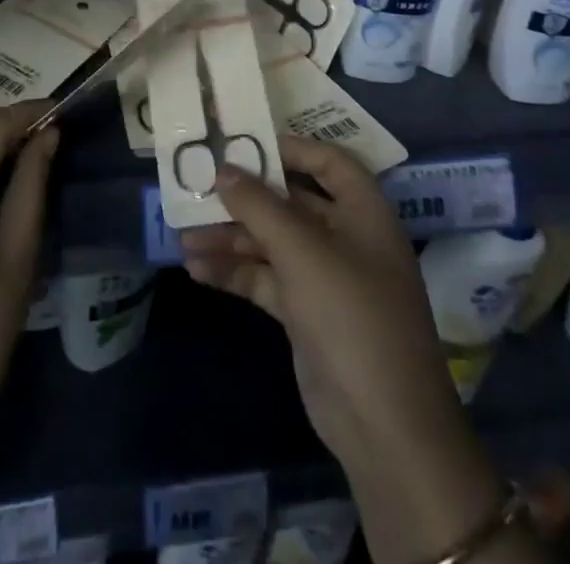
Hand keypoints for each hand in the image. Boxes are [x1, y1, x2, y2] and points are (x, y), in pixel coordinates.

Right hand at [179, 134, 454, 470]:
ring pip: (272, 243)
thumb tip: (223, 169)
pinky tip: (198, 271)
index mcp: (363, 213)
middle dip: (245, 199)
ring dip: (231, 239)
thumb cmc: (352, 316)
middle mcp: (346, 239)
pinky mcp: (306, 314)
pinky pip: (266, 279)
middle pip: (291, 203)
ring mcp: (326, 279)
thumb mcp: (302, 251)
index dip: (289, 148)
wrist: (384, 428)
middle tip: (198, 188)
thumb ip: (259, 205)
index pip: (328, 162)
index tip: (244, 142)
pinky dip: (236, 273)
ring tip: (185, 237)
==
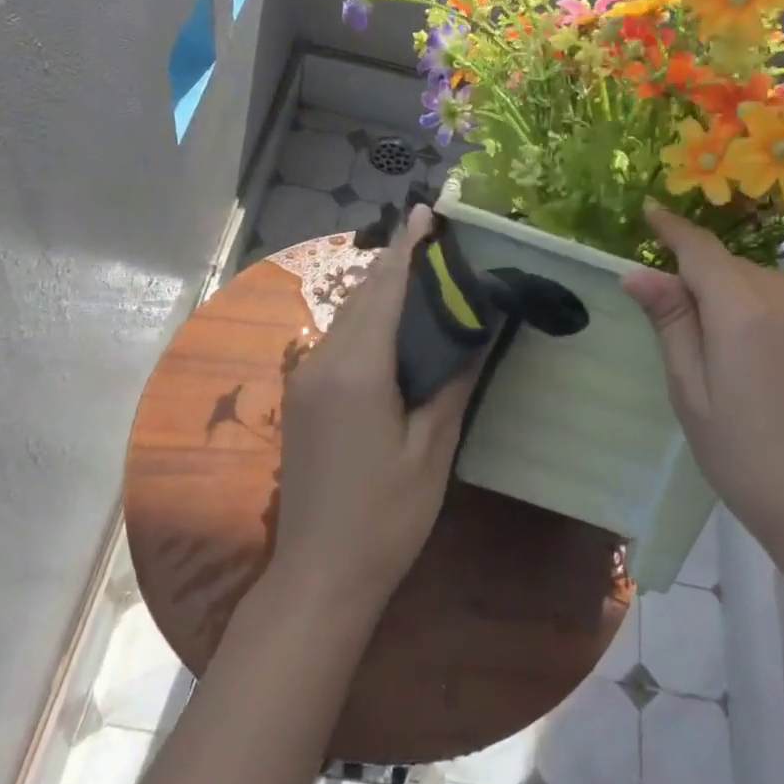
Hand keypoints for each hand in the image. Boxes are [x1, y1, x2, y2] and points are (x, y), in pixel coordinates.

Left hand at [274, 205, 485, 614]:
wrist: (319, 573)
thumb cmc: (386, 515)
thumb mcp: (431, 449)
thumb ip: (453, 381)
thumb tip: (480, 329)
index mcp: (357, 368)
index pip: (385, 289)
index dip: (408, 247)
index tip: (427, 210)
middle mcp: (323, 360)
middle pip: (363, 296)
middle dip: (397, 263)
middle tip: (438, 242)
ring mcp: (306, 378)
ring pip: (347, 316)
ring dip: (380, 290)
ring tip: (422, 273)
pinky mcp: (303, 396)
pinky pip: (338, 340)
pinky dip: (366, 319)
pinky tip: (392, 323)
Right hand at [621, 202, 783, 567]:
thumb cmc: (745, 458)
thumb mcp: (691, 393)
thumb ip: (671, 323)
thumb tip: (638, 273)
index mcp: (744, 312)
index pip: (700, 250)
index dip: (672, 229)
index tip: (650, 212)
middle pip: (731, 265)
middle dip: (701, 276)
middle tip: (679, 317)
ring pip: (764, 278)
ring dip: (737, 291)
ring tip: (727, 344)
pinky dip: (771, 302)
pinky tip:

_Task requirements_
Above are the records; from them, give again exactly the lines from the one containing "middle dip: (245, 199)" to the one containing "ring tip: (185, 237)", both lines included, and nothing more.

_The completed task_
middle dip: (245, 199)
ring dip: (231, 239)
thumb cmc: (352, 316)
middle mcp: (346, 239)
pinky mcp: (306, 314)
pinky pip: (266, 279)
middle pip: (291, 203)
ring mcp: (326, 279)
thumb mcp: (302, 251)
index dip: (289, 148)
wrist: (384, 428)
middle tip: (198, 188)
thumb ip: (259, 205)
index pip: (328, 162)
index tip: (244, 142)
pinky dip: (236, 273)
ring tip: (185, 237)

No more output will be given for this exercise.